The drivers of teacher absenteeism are interwoven with a passel of other pandemic-era problems. I doubt we can solve any of them in isolation.
In a forthcoming piece, I’m going to argue that our schools are reeling from a lost sense of purpose that seems to show up everywhere one looks. That’s where we need to focus our attention.
[1] Teacher attendance data is published regularly by the Illinois State Board of Education, which does a very commendable job making information about schools accessible. States get too little credit for the hard work they do in this area. Good job, Illinois.
[2] It’s absolutely possible that my searches of the two newspapers were not exhaustive. If you have seen pieces about Chicago teacher absenteeism in either outlet, send them my way and I’ll post them. I found numerous articles from the 80s, 90s, and early 2000s. Nothing from recent years.
[3] There are exceptions that warrant mention.
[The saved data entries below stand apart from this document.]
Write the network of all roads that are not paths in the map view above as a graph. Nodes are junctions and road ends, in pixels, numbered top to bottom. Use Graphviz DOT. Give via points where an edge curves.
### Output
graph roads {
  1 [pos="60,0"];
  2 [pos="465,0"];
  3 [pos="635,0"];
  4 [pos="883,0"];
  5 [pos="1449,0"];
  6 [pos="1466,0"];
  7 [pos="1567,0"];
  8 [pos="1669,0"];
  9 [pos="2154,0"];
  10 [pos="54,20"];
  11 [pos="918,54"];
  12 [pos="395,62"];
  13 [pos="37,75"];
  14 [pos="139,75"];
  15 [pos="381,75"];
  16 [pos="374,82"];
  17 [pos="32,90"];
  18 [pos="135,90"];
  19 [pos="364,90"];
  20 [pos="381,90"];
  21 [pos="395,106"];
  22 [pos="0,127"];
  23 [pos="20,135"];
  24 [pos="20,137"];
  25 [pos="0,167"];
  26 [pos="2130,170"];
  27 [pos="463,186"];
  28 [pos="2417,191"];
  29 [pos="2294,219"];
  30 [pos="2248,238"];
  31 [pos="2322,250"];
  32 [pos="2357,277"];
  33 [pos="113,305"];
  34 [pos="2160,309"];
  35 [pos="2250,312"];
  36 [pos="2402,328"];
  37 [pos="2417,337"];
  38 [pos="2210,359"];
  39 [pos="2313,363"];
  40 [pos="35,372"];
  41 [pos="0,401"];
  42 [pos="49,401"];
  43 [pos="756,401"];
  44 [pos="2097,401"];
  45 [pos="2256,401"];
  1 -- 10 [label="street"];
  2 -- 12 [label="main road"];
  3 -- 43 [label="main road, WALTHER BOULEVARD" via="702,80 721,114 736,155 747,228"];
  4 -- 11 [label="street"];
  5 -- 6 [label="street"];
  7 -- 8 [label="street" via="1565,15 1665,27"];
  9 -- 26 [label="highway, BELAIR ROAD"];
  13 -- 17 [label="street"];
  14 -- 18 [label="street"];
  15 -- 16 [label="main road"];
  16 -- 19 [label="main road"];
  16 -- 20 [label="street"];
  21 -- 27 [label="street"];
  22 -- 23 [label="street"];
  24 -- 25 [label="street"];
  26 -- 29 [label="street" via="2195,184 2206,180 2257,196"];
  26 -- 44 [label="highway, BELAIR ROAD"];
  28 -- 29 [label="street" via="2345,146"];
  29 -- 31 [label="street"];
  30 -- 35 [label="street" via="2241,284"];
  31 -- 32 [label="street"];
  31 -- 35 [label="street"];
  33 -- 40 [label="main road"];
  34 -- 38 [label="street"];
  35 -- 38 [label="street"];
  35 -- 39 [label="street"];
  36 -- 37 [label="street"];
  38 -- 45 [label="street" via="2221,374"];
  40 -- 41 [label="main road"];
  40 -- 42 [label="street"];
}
Jay Greene and Jonathan Butcher from The Heritage Foundation were on the case with a deep dive in summer 2023. Sarah Sparks from Ed Week noted higher teacher absenteeism rates alongside higher student rates in 2022. I am sure there are others. But to get some context on this, I recommend searching your local news market for coverage of teacher absenteeism since March 2020 and comparing it to coverage of student absenteeism. It’s striking.